TASK REQUIREMENTS
Show each line of the records below where the word "that" occurs.

[SUPPLIED MATERIAL Boundary: Start]

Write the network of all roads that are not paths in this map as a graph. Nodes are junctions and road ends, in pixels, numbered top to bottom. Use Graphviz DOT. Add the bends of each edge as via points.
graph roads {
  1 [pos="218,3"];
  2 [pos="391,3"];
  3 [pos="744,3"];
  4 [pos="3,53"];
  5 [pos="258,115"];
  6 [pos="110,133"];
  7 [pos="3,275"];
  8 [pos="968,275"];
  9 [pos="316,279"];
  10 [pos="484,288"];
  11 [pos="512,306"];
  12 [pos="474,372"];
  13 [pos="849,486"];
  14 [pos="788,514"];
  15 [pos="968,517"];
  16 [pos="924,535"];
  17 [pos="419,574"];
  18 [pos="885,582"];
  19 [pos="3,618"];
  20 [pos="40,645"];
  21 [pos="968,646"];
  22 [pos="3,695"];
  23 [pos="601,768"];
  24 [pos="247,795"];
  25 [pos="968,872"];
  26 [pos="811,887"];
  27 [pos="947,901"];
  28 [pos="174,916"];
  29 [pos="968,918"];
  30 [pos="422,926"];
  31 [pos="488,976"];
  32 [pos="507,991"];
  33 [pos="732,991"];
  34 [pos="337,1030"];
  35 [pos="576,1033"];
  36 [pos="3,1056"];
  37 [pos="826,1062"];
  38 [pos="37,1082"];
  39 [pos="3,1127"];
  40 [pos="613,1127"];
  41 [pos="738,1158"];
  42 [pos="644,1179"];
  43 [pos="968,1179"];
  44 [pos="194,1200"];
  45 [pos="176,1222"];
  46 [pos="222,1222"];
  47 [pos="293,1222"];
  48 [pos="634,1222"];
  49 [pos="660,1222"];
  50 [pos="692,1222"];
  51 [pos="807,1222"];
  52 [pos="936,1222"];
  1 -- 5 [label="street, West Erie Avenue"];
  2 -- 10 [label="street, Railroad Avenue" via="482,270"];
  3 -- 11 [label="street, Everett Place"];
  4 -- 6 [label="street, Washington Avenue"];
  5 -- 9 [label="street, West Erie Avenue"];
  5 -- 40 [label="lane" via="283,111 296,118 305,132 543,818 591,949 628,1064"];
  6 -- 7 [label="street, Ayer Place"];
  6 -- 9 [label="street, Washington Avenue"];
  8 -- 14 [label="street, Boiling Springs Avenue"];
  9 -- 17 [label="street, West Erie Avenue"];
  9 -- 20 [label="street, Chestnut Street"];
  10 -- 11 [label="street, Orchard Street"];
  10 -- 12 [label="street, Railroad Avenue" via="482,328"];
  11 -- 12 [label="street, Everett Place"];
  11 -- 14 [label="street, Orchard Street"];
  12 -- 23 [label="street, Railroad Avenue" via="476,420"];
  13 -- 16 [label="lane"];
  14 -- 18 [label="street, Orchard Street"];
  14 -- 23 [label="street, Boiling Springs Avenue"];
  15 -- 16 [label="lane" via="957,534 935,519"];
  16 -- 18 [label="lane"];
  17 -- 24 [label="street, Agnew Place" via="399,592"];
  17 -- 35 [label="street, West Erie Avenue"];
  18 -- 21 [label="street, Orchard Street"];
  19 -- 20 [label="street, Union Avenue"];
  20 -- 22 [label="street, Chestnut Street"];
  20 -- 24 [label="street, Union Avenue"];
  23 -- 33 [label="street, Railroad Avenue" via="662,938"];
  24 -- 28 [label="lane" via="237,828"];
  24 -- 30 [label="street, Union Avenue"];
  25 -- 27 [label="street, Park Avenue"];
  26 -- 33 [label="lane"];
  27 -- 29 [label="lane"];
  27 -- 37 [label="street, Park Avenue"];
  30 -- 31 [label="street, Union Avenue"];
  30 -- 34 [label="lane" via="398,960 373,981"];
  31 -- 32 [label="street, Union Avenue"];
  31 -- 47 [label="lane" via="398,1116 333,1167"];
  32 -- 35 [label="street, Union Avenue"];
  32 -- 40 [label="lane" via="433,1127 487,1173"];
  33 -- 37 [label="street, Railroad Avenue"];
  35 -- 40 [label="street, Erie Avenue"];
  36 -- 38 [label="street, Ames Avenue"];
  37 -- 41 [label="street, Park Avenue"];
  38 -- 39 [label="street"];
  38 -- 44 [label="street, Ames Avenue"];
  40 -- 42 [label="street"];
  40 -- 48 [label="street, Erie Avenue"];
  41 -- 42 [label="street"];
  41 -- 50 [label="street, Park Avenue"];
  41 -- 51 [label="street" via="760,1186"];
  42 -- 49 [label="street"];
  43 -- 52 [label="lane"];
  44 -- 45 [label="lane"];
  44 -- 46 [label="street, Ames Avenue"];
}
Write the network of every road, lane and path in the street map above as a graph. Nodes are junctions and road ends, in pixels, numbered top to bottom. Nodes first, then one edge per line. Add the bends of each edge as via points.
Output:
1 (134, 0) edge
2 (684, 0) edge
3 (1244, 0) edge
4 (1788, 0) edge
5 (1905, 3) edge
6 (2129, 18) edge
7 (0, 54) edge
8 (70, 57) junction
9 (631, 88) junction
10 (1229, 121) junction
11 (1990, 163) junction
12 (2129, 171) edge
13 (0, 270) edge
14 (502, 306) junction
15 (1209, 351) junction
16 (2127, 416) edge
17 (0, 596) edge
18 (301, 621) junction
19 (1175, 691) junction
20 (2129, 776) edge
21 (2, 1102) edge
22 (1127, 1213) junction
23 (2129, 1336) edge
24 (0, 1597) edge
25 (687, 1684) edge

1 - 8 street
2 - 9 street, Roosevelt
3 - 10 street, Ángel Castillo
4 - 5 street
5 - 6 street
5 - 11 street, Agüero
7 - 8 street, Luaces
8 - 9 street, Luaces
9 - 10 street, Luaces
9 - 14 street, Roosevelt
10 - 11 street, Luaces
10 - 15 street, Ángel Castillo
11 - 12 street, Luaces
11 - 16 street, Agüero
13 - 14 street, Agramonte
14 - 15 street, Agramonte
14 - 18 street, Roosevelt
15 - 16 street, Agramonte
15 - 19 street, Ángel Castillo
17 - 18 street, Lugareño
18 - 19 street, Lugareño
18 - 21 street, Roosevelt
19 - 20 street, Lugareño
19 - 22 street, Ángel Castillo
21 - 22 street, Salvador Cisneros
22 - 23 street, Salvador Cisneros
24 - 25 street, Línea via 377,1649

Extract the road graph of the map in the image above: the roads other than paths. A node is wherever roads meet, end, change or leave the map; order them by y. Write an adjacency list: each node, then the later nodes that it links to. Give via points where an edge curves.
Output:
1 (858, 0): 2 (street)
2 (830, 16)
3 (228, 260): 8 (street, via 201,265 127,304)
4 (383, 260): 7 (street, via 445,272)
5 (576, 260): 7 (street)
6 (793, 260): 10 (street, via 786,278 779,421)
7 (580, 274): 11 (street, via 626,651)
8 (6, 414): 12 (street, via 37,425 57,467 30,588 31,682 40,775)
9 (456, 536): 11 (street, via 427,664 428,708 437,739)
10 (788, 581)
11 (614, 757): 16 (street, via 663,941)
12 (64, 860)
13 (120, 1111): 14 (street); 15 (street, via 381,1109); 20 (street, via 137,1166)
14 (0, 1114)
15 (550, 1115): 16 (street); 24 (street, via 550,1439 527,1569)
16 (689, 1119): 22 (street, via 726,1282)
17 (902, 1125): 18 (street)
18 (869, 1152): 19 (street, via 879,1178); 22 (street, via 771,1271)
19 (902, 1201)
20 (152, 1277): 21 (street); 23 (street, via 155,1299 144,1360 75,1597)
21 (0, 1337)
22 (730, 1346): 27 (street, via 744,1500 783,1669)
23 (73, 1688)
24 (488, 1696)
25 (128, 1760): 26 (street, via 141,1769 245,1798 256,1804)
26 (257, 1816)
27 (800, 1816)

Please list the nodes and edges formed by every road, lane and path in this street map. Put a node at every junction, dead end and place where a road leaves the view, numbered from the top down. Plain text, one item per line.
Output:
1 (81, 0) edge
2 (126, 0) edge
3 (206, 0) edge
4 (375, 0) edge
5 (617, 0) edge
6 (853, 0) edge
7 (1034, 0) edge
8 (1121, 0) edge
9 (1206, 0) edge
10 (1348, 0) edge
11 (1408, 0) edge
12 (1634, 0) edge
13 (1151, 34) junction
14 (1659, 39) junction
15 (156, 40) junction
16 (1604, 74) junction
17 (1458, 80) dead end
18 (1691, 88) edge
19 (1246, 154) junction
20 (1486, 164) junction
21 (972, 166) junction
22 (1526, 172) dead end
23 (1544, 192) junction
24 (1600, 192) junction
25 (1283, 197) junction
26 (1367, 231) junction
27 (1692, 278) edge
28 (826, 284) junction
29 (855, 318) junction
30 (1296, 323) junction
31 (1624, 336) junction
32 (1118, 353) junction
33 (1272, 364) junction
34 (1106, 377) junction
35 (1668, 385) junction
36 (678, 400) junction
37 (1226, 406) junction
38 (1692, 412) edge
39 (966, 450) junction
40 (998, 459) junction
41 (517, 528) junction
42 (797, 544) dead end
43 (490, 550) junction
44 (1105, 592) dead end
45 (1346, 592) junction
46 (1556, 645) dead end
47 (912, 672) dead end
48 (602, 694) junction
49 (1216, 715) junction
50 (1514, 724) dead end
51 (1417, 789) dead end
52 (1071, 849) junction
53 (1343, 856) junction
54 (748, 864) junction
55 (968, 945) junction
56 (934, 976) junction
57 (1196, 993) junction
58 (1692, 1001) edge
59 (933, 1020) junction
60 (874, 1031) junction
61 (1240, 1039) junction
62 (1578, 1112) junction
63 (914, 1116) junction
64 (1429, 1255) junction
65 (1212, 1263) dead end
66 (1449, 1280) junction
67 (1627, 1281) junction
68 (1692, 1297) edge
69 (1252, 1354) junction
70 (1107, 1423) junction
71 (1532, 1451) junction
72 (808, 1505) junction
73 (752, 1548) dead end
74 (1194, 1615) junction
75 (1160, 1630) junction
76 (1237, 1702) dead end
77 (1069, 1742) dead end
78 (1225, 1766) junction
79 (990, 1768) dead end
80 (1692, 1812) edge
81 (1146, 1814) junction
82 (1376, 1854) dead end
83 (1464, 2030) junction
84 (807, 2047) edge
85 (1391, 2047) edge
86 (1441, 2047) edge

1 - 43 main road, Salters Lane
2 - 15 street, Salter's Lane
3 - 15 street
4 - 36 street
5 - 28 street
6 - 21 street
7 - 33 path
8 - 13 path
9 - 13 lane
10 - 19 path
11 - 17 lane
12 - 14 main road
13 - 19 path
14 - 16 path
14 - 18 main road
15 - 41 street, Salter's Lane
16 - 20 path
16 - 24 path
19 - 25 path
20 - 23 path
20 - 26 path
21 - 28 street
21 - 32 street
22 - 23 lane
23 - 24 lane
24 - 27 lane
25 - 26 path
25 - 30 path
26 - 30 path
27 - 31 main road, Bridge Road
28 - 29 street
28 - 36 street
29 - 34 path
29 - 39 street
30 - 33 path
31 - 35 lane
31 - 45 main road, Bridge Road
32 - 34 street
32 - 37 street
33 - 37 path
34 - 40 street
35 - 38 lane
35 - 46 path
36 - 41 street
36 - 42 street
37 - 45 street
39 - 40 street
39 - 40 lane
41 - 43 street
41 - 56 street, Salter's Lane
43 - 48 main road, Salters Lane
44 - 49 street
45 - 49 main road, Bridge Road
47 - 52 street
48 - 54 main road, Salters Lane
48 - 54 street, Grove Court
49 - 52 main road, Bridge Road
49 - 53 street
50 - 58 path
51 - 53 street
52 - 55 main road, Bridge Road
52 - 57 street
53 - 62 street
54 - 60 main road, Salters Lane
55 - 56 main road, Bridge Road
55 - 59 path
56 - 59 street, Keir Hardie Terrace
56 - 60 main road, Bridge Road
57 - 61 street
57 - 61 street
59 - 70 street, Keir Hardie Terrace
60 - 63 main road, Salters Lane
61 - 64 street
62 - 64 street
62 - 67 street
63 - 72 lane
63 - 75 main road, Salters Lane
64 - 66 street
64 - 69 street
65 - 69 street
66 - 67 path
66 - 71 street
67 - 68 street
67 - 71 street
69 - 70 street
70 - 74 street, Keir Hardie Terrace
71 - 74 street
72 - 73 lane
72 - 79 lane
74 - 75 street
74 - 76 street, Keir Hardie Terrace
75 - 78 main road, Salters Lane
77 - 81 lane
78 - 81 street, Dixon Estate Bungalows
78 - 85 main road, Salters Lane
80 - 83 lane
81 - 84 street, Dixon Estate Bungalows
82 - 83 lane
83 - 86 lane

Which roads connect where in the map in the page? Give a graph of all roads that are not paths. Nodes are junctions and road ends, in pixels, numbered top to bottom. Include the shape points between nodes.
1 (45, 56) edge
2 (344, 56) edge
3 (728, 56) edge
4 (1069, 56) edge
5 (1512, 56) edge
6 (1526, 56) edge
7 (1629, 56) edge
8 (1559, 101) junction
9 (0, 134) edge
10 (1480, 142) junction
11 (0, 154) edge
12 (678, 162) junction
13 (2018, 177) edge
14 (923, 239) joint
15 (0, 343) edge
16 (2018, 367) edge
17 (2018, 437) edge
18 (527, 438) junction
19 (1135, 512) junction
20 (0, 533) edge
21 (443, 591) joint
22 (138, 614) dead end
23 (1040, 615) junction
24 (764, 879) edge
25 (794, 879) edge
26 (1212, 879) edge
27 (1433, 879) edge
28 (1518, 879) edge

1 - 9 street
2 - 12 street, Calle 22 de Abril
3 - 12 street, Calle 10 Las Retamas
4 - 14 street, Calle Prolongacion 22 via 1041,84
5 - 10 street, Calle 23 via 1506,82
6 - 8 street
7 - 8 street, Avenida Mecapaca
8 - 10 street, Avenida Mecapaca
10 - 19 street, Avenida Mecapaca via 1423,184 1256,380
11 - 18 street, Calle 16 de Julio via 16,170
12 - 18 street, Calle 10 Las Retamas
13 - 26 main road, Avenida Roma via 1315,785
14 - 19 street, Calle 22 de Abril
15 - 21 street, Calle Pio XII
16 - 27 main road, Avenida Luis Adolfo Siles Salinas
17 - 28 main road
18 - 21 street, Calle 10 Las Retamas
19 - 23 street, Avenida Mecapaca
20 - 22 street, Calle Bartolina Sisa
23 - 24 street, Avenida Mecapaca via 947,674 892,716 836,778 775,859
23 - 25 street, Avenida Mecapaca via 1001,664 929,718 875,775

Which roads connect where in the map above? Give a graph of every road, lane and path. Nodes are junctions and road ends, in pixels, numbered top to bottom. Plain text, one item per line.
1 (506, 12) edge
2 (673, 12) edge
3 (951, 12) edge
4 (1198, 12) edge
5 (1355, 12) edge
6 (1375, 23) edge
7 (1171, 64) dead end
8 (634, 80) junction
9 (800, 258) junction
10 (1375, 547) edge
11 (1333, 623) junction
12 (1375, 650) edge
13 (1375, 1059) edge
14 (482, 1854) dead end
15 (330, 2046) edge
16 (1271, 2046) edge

[SUPPLIED MATERIAL Boundary: End]

ANSWER TO THE EXERCISE
Write the network of all roads that are not paths in this map as a graph. Nodes are junctions and road ends, in pixels, numbered top to bottom. Use Graphviz DOT. Add the bends of each edge as via points.
Extract the road graph of the map in the image above: the roads other than paths. A node is wherever roads meet, end, change or leave the map; order them by y. Write an adjacency list: each node, then the later nodes that it links to. Give via points where an edge curves.
Which roads connect where in the map in the page? Give a graph of all roads that are not paths. Nodes are junctions and road ends, in pixels, numbered top to bottom. Include the shape points between nodes.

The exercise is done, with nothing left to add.